Era feliz sólo en el colegio. Me gustaba el olor de los libros nuevos y de las gomas de borrar; me gustaban las tapas y las páginas en blanco de los cuadernos; me gustaba escribir “en limpio” y también hojear y mirar las imágenes sugestivas de mundos lejanos y desconocidos (los mismos que, después, fui a buscar…) Sin embargo no sabía dibujar, especialmente las formas libres de personas y animales, que pretendía torpemente encerrar en los límites angostos de rayas y cuadritos, tal vez en una vana búsqueda de poner orden en ese caos subterráneo que se agitaba a menudo dentro de mí.
Leo mucho. Leo siempre. A veces con sosiego profundo, a veces con furia voraz. Pero puedo decir hoy, después de tantas cosas vividas, que la felicidad para mí es abrir un libro en la paz de mi casa y en la luz esplendorosa de mi balcón como, también, en la confusión de un aeropuerto o en la sala de espera de una oficina. Nada me entusiasma más que abrir un libro y saber que hay un río caudaloso de palabras por descubrir, que encierran sorpresas y un sinfín de emociones.
He leído muchísimo en estos últimos meses de encierro forzado. Un libro para cada estado de ánimo, para cada necesidad, para cada nuevo estímulo. He hallado en la concreción de la palabra escrita un ancla que me trae de vuelta a la realidad y, al mismo tiempo, el espacio ideal para los sueños; he hallado el sentido, no siempre bello, del presente que me rodea y que puedo tocar pero, también, del tiempo que ha pasado y que pasa; he encontrado la compañía en la ausencia de mi hijo, la inspiración para los pensamientos que quiero seguir pensando, y que brotan insistentes, entrando y saliendo de mi mente.
Sólo quienes comparten esta pasión, este amor que consume como una fiebre abrasadora, pueden entender lo que se siente leyendo, saboreando el placer de sentir que nuevas, insospechadas ventanas se abrirán para nosotros, y a veces siento que he firmado una suerte de tácito pacto solidario con todos aquellos en los que he visto arder esa misma fiebre, adivinando esa alquimia secreta que sella un entendimiento instantáneo y perfecto entre lectores.
Para mí, la certeza de un libro, es igual al volver a casa y sentirse bien. No importa cuál sea ni dónde esté la casa: con un libro nunca estamos solos y cualquier lugar se convierte en un espacio, un terreno muy nuestro.

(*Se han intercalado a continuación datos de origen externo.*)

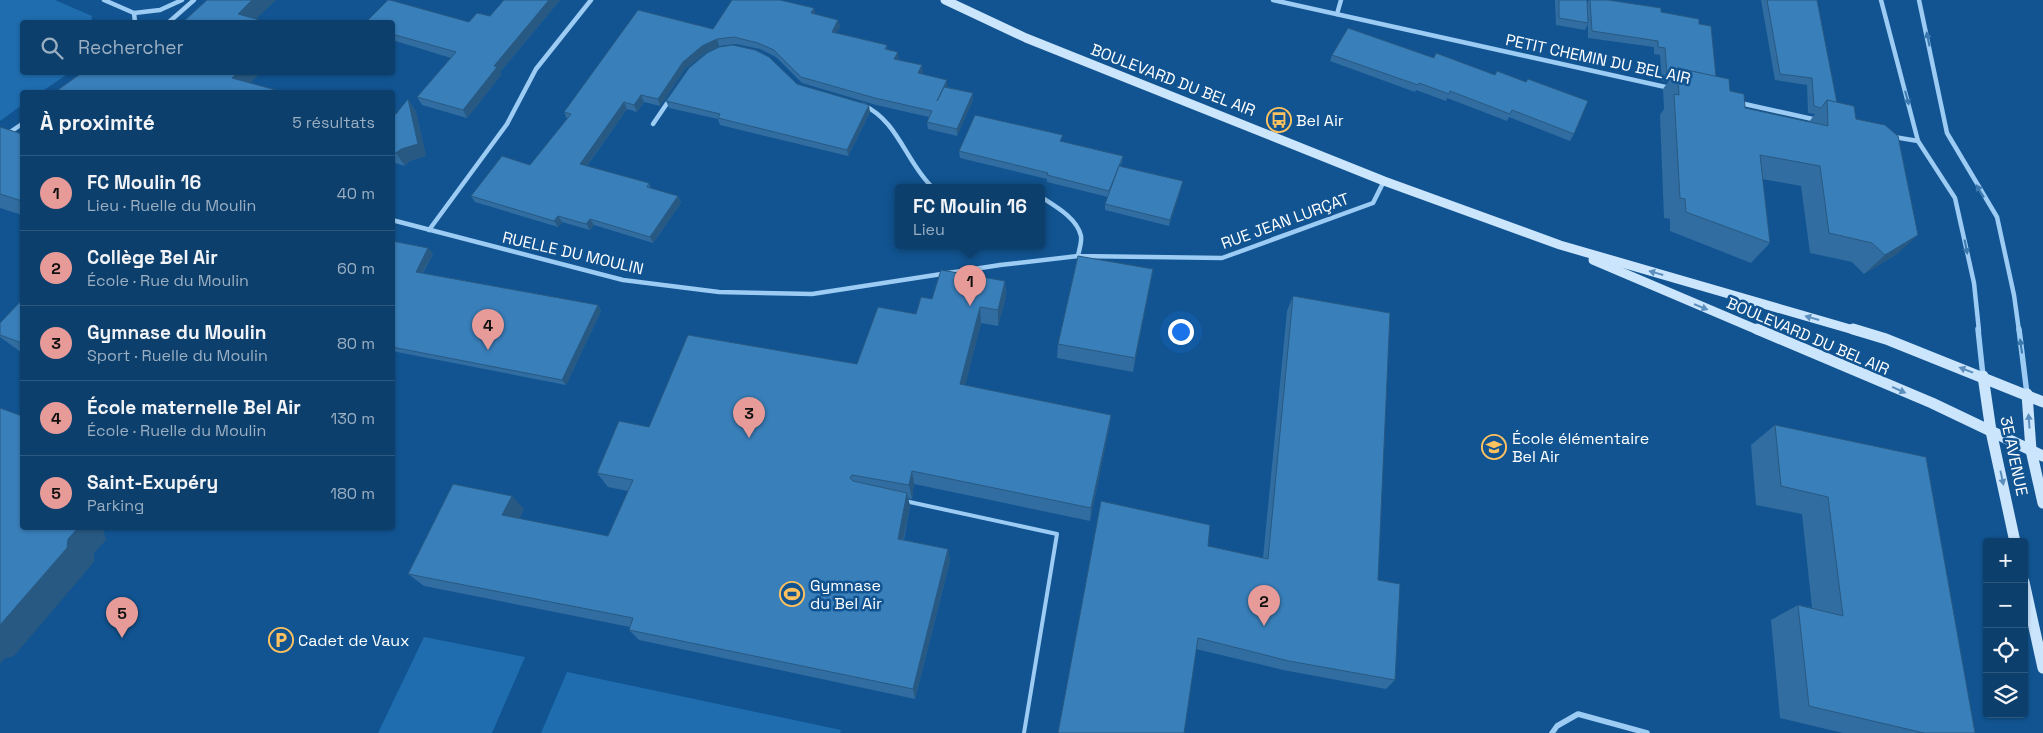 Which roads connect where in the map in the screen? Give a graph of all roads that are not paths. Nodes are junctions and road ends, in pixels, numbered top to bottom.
1 (104, 0) edge
2 (182, 0) edge
3 (194, 0) edge
4 (591, 0) edge
5 (945, 0) edge
6 (1273, 0) edge
7 (1341, 0) edge
8 (1881, 0) edge
9 (1920, 0) edge
10 (134, 13) junction
11 (1338, 14) junction
12 (135, 20) edge
13 (171, 20) edge
14 (1678, 90) edge
15 (673, 94) edge
16 (859, 103) edge
17 (1736, 103) edge
18 (1824, 122) dead end
19 (654, 124) dead end
20 (20, 125) edge
21 (1889, 136) edge
22 (0, 140) edge
23 (1918, 141) junction
24 (1384, 181) junction
25 (929, 184) edge
26 (1045, 200) edge
27 (395, 221) edge
28 (429, 230) junction
29 (1560, 245) junction
30 (1078, 256) junction
31 (1983, 376) junction
32 (2027, 394) junction
33 (2043, 402) edge
34 (1991, 431) junction
35 (2031, 450) junction
36 (2043, 456) edge
37 (896, 499) edge
38 (2043, 503) edge
39 (2014, 538) edge
40 (2024, 583) edge
41 (2043, 668) edge
42 (1024, 733) edge
43 (1552, 733) edge
44 (1647, 733) edge

1 - 10 street
2 - 10 street
3 - 13 street
4 - 28 street
5 - 24 main road, BOULEVARD DU BEL AIR
6 - 11 street, PETIT CHEMIN DU BEL AIR
7 - 11 street
8 -> 23 street
32 -> 9 street
10 - 12 street
11 - 14 street, PETIT CHEMIN DU BEL AIR
15 - 19 street
16 - 25 street
17 - 18 street
20 - 22 street
21 - 23 street
23 -> 31 street
24 - 29 main road, BOULEVARD DU BEL AIR
24 - 30 street, RUE JEAN LURÇAT
26 - 30 street
27 - 28 street, RUELLE DU MOULIN
28 - 30 street, RUELLE DU MOULIN
31 -> 29 main road, BOULEVARD DU BEL AIR
29 -> 34 main road, BOULEVARD DU BEL AIR
31 - 32 main road, BOULEVARD DU BEL AIR
31 - 34 main road, 3E AVENUE
32 - 33 main road, BOULEVARD DU BEL AIR
35 -> 32 main road, 3E AVENUE
34 - 35 main road, BOULEVARD DU BEL AIR
34 -> 39 main road, 3E AVENUE
35 - 36 main road, BOULEVARD DU BEL AIR
35 - 38 main road, 3E AVENUE
37 - 42 lane
40 - 41 main road
43 - 44 street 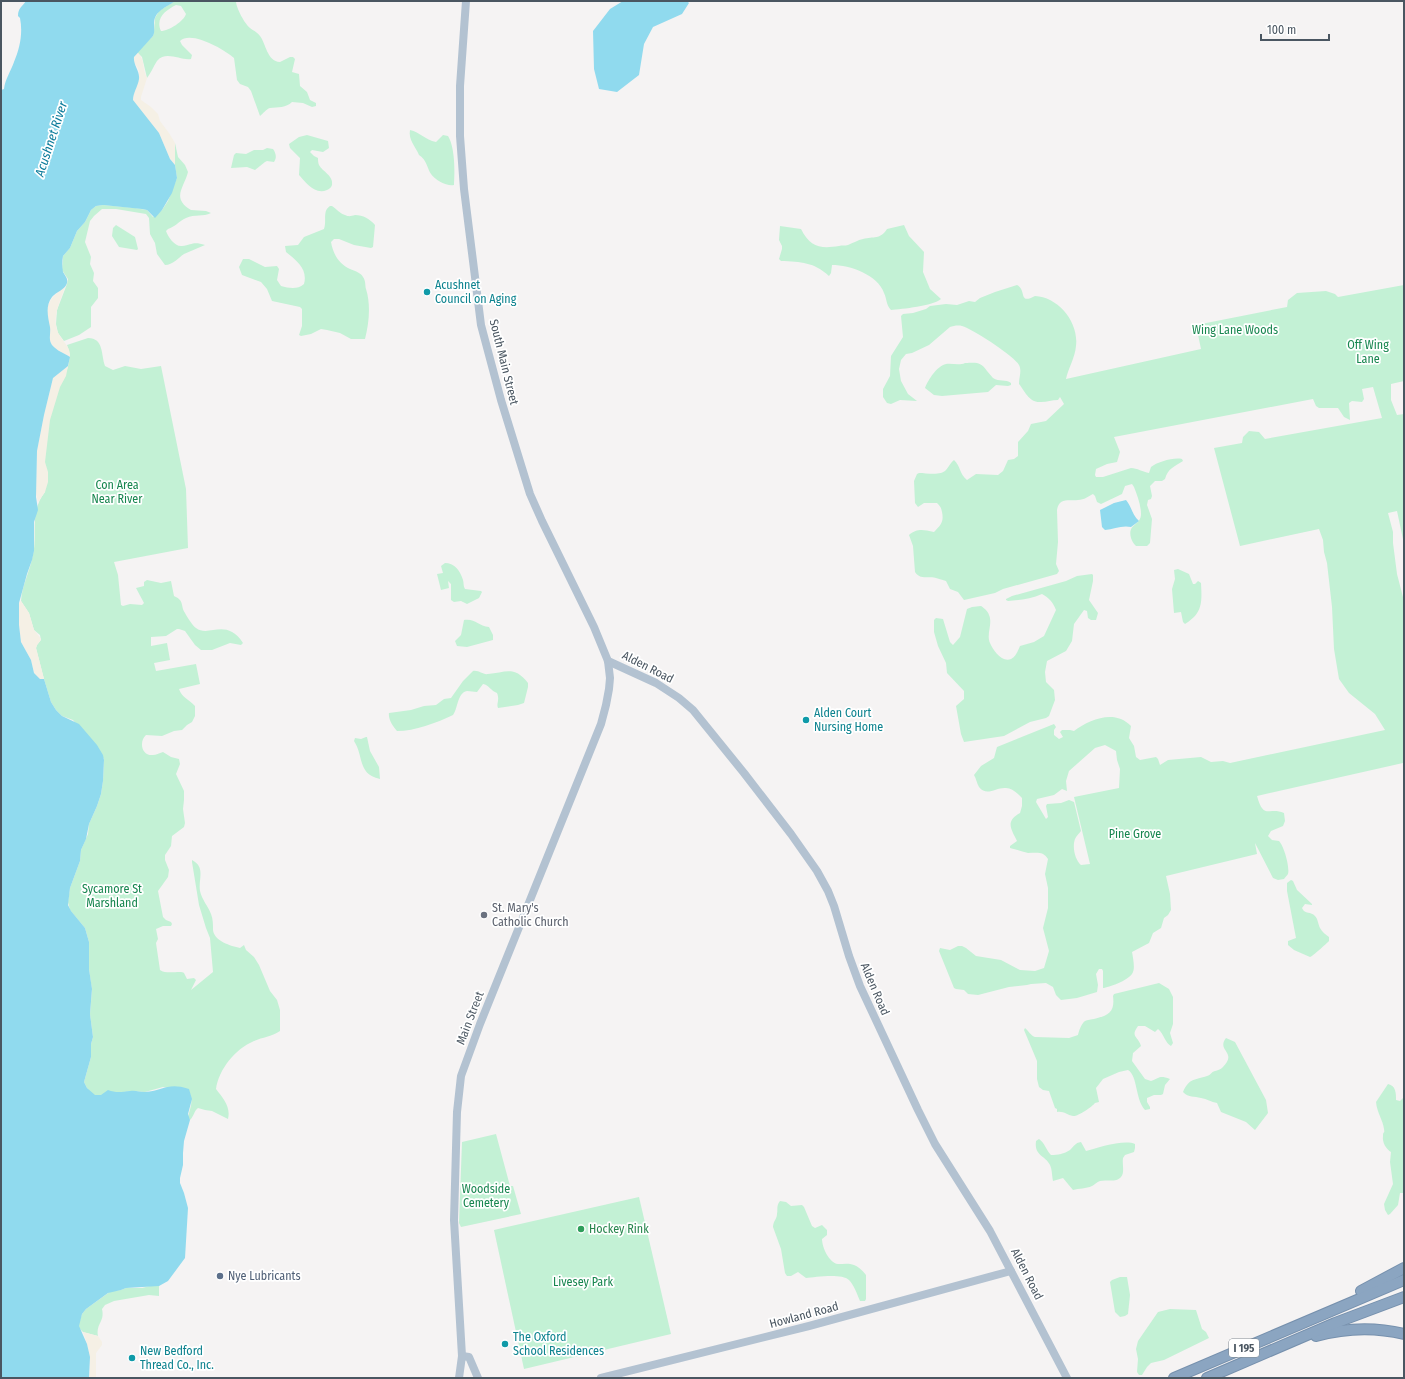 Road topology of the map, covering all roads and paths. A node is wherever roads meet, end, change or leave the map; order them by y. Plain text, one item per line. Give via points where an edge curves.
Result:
1 (466, 1) edge
2 (608, 661) junction
3 (610, 686) joint
4 (1404, 1268) edge
5 (1011, 1271) junction
6 (1404, 1280) edge
7 (1404, 1297) edge
8 (1314, 1318) junction
9 (1404, 1334) edge
10 (1281, 1346) junction
11 (462, 1356) junction
12 (459, 1378) edge
13 (478, 1378) edge
14 (601, 1378) edge
15 (1067, 1378) edge
16 (1174, 1378) edge
17 (1207, 1378) edge

1 - 2 main road, South Main Street via 460,99 461,159 484,335 530,494
2 - 3 main road, South Main Street
2 - 5 main road, Alden Road via 656,683 693,710 791,834 812,865 834,906 860,986 918,1110 935,1144 982,1217
3 - 11 main road, Main Street via 601,724 480,1024 460,1080 454,1212
4 - 8 highway
5 - 14 main road, Howland Road via 815,1325
5 - 15 main road, Alden Road
6 - 8 highway, I 195
7 - 10 highway, I 195
8 - 16 highway, I 195
9 - 10 highway via 1376,1329 1355,1330 1320,1335
10 - 17 highway, I 195
11 - 12 main road, Main Street
11 - 13 main road via 469,1357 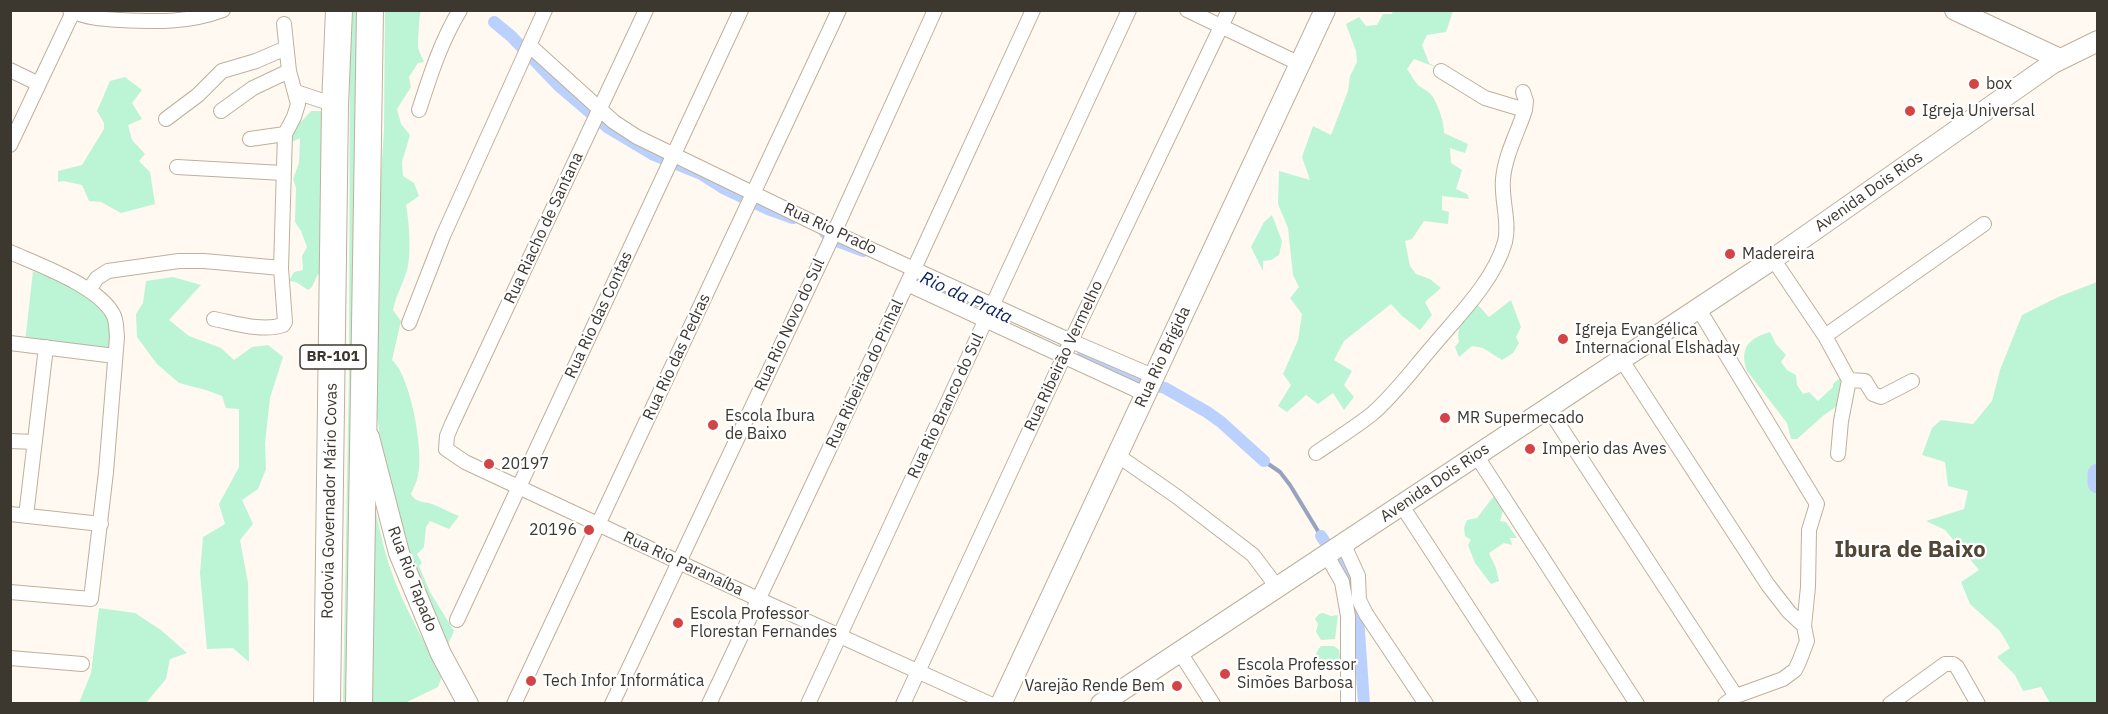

A veces, mientras leo, tengo la sensación de ser sorprendida, de repente, por instantes únicos en que una sola palabra logra desencadenar dentro de mí una iluminación profunda y entonces me parece entenderlo y poseerlo todo; fracciones de segundos en que verdades universales e instantes de conocimiento pleno rompen de pronto la oscuridad y todo, entonces, parece cobrar sentido, encajar en su justo lugar, fluir armoniosamente.
Quisiera atrapar esos instantes fugaces, asirlos firmemente, porque tengo la sensación extraordinaria de haber armado, al fin, el rompecabezas y me parece poder comprender (en su doble acepción de entender e incluir…) de veras todo. En esos momentos siento una infinita gratitud, una verdadera devoción hacia quien o quienes han hallado las palabras exactas para lograr despertarme esas sensaciones, para hacerme estallar por dentro esos inesperados, maravillosos relámpagos de luz reveladora.
Pero son sólo instantes, efímeros e inasibles, y por ello hasta me cuesta describirlos.